[Collected data entries]
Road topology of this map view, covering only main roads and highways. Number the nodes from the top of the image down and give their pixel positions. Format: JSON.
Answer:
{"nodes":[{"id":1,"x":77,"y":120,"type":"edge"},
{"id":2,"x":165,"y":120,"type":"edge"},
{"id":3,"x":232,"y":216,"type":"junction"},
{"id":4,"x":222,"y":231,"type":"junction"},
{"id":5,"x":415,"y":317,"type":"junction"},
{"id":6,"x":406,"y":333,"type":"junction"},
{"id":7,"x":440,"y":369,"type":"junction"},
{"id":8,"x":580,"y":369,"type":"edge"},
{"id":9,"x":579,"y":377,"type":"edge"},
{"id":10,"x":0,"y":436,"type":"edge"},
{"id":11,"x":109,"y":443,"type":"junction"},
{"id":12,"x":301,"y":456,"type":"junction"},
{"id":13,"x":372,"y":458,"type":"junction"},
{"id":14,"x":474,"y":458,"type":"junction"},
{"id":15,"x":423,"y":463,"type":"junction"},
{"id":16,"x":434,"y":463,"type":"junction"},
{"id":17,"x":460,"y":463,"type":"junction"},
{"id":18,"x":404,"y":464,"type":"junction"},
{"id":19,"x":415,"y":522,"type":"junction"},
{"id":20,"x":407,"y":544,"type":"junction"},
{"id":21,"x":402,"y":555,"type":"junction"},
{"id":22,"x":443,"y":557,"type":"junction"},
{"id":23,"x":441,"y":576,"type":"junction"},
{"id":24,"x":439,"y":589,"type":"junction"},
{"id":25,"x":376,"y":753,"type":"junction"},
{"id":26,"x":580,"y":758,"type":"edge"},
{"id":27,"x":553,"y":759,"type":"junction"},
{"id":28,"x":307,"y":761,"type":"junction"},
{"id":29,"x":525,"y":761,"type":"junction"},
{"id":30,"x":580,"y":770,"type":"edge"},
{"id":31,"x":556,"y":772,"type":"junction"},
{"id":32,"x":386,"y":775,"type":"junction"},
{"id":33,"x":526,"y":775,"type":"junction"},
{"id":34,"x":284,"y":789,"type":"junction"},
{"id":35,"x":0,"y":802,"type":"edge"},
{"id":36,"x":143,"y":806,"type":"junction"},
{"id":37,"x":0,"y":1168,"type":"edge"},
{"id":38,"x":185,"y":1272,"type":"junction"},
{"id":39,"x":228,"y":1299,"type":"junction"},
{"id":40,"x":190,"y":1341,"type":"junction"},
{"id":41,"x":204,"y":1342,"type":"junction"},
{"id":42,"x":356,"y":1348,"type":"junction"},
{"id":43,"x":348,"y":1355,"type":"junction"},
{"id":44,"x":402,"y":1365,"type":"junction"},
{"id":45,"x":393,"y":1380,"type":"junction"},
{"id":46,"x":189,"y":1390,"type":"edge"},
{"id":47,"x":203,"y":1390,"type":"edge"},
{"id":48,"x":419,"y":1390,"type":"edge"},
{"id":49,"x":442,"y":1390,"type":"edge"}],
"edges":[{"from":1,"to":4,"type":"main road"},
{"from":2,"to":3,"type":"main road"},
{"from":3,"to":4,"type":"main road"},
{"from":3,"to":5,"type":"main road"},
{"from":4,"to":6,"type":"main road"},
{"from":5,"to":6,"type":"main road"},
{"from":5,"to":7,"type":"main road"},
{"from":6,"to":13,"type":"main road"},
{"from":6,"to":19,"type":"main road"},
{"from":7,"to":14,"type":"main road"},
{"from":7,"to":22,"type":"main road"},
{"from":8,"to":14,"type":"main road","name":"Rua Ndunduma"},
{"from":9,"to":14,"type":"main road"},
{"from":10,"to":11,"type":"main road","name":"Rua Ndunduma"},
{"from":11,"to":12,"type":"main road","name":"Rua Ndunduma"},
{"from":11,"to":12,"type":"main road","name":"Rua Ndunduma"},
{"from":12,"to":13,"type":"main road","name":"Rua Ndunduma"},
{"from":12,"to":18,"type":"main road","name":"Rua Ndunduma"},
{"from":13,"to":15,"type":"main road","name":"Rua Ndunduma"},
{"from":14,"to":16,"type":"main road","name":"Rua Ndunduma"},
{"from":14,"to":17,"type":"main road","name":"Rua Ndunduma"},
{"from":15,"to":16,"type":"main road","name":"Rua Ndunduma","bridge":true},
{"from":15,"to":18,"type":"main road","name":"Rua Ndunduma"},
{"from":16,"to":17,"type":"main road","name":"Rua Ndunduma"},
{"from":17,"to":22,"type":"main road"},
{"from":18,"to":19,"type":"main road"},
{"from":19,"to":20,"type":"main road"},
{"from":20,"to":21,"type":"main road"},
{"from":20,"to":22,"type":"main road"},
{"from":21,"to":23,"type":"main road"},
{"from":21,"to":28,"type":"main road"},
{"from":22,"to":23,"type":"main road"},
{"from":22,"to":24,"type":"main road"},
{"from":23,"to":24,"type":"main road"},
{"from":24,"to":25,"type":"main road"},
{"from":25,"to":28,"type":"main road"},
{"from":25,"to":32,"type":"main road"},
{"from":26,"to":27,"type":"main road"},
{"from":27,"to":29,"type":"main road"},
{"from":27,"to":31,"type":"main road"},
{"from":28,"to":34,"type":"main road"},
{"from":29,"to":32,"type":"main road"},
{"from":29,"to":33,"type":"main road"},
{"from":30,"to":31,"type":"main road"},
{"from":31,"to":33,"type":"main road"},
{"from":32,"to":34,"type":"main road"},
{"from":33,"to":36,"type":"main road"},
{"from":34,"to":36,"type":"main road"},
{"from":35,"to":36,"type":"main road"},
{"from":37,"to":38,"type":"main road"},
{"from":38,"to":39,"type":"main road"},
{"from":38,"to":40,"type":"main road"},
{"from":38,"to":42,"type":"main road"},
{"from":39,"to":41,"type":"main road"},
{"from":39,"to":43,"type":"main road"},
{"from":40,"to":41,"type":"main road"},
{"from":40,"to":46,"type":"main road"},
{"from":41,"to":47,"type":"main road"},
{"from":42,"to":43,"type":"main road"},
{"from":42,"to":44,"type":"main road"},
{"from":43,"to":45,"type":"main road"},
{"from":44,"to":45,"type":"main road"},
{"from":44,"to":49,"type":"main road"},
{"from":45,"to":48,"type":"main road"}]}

- What you need to do
Could you retype each record exactly as it appears?

- Solution
Road topology of this map view, covering only main roads and highways. Number the nodes from the top of the image down and give their pixel positions. Format: JSON.
Answer:
{"nodes":[{"id":1,"x":77,"y":120,"type":"edge"},
{"id":2,"x":165,"y":120,"type":"edge"},
{"id":3,"x":232,"y":216,"type":"junction"},
{"id":4,"x":222,"y":231,"type":"junction"},
{"id":5,"x":415,"y":317,"type":"junction"},
{"id":6,"x":406,"y":333,"type":"junction"},
{"id":7,"x":440,"y":369,"type":"junction"},
{"id":8,"x":580,"y":369,"type":"edge"},
{"id":9,"x":579,"y":377,"type":"edge"},
{"id":10,"x":0,"y":436,"type":"edge"},
{"id":11,"x":109,"y":443,"type":"junction"},
{"id":12,"x":301,"y":456,"type":"junction"},
{"id":13,"x":372,"y":458,"type":"junction"},
{"id":14,"x":474,"y":458,"type":"junction"},
{"id":15,"x":423,"y":463,"type":"junction"},
{"id":16,"x":434,"y":463,"type":"junction"},
{"id":17,"x":460,"y":463,"type":"junction"},
{"id":18,"x":404,"y":464,"type":"junction"},
{"id":19,"x":415,"y":522,"type":"junction"},
{"id":20,"x":407,"y":544,"type":"junction"},
{"id":21,"x":402,"y":555,"type":"junction"},
{"id":22,"x":443,"y":557,"type":"junction"},
{"id":23,"x":441,"y":576,"type":"junction"},
{"id":24,"x":439,"y":589,"type":"junction"},
{"id":25,"x":376,"y":753,"type":"junction"},
{"id":26,"x":580,"y":758,"type":"edge"},
{"id":27,"x":553,"y":759,"type":"junction"},
{"id":28,"x":307,"y":761,"type":"junction"},
{"id":29,"x":525,"y":761,"type":"junction"},
{"id":30,"x":580,"y":770,"type":"edge"},
{"id":31,"x":556,"y":772,"type":"junction"},
{"id":32,"x":386,"y":775,"type":"junction"},
{"id":33,"x":526,"y":775,"type":"junction"},
{"id":34,"x":284,"y":789,"type":"junction"},
{"id":35,"x":0,"y":802,"type":"edge"},
{"id":36,"x":143,"y":806,"type":"junction"},
{"id":37,"x":0,"y":1168,"type":"edge"},
{"id":38,"x":185,"y":1272,"type":"junction"},
{"id":39,"x":228,"y":1299,"type":"junction"},
{"id":40,"x":190,"y":1341,"type":"junction"},
{"id":41,"x":204,"y":1342,"type":"junction"},
{"id":42,"x":356,"y":1348,"type":"junction"},
{"id":43,"x":348,"y":1355,"type":"junction"},
{"id":44,"x":402,"y":1365,"type":"junction"},
{"id":45,"x":393,"y":1380,"type":"junction"},
{"id":46,"x":189,"y":1390,"type":"edge"},
{"id":47,"x":203,"y":1390,"type":"edge"},
{"id":48,"x":419,"y":1390,"type":"edge"},
{"id":49,"x":442,"y":1390,"type":"edge"}],
"edges":[{"from":1,"to":4,"type":"main road"},
{"from":2,"to":3,"type":"main road"},
{"from":3,"to":4,"type":"main road"},
{"from":3,"to":5,"type":"main road"},
{"from":4,"to":6,"type":"main road"},
{"from":5,"to":6,"type":"main road"},
{"from":5,"to":7,"type":"main road"},
{"from":6,"to":13,"type":"main road"},
{"from":6,"to":19,"type":"main road"},
{"from":7,"to":14,"type":"main road"},
{"from":7,"to":22,"type":"main road"},
{"from":8,"to":14,"type":"main road","name":"Rua Ndunduma"},
{"from":9,"to":14,"type":"main road"},
{"from":10,"to":11,"type":"main road","name":"Rua Ndunduma"},
{"from":11,"to":12,"type":"main road","name":"Rua Ndunduma"},
{"from":11,"to":12,"type":"main road","name":"Rua Ndunduma"},
{"from":12,"to":13,"type":"main road","name":"Rua Ndunduma"},
{"from":12,"to":18,"type":"main road","name":"Rua Ndunduma"},
{"from":13,"to":15,"type":"main road","name":"Rua Ndunduma"},
{"from":14,"to":16,"type":"main road","name":"Rua Ndunduma"},
{"from":14,"to":17,"type":"main road","name":"Rua Ndunduma"},
{"from":15,"to":16,"type":"main road","name":"Rua Ndunduma","bridge":true},
{"from":15,"to":18,"type":"main road","name":"Rua Ndunduma"},
{"from":16,"to":17,"type":"main road","name":"Rua Ndunduma"},
{"from":17,"to":22,"type":"main road"},
{"from":18,"to":19,"type":"main road"},
{"from":19,"to":20,"type":"main road"},
{"from":20,"to":21,"type":"main road"},
{"from":20,"to":22,"type":"main road"},
{"from":21,"to":23,"type":"main road"},
{"from":21,"to":28,"type":"main road"},
{"from":22,"to":23,"type":"main road"},
{"from":22,"to":24,"type":"main road"},
{"from":23,"to":24,"type":"main road"},
{"from":24,"to":25,"type":"main road"},
{"from":25,"to":28,"type":"main road"},
{"from":25,"to":32,"type":"main road"},
{"from":26,"to":27,"type":"main road"},
{"from":27,"to":29,"type":"main road"},
{"from":27,"to":31,"type":"main road"},
{"from":28,"to":34,"type":"main road"},
{"from":29,"to":32,"type":"main road"},
{"from":29,"to":33,"type":"main road"},
{"from":30,"to":31,"type":"main road"},
{"from":31,"to":33,"type":"main road"},
{"from":32,"to":34,"type":"main road"},
{"from":33,"to":36,"type":"main road"},
{"from":34,"to":36,"type":"main road"},
{"from":35,"to":36,"type":"main road"},
{"from":37,"to":38,"type":"main road"},
{"from":38,"to":39,"type":"main road"},
{"from":38,"to":40,"type":"main road"},
{"from":38,"to":42,"type":"main road"},
{"from":39,"to":41,"type":"main road"},
{"from":39,"to":43,"type":"main road"},
{"from":40,"to":41,"type":"main road"},
{"from":40,"to":46,"type":"main road"},
{"from":41,"to":47,"type":"main road"},
{"from":42,"to":43,"type":"main road"},
{"from":42,"to":44,"type":"main road"},
{"from":43,"to":45,"type":"main road"},
{"from":44,"to":45,"type":"main road"},
{"from":44,"to":49,"type":"main road"},
{"from":45,"to":48,"type":"main road"}]}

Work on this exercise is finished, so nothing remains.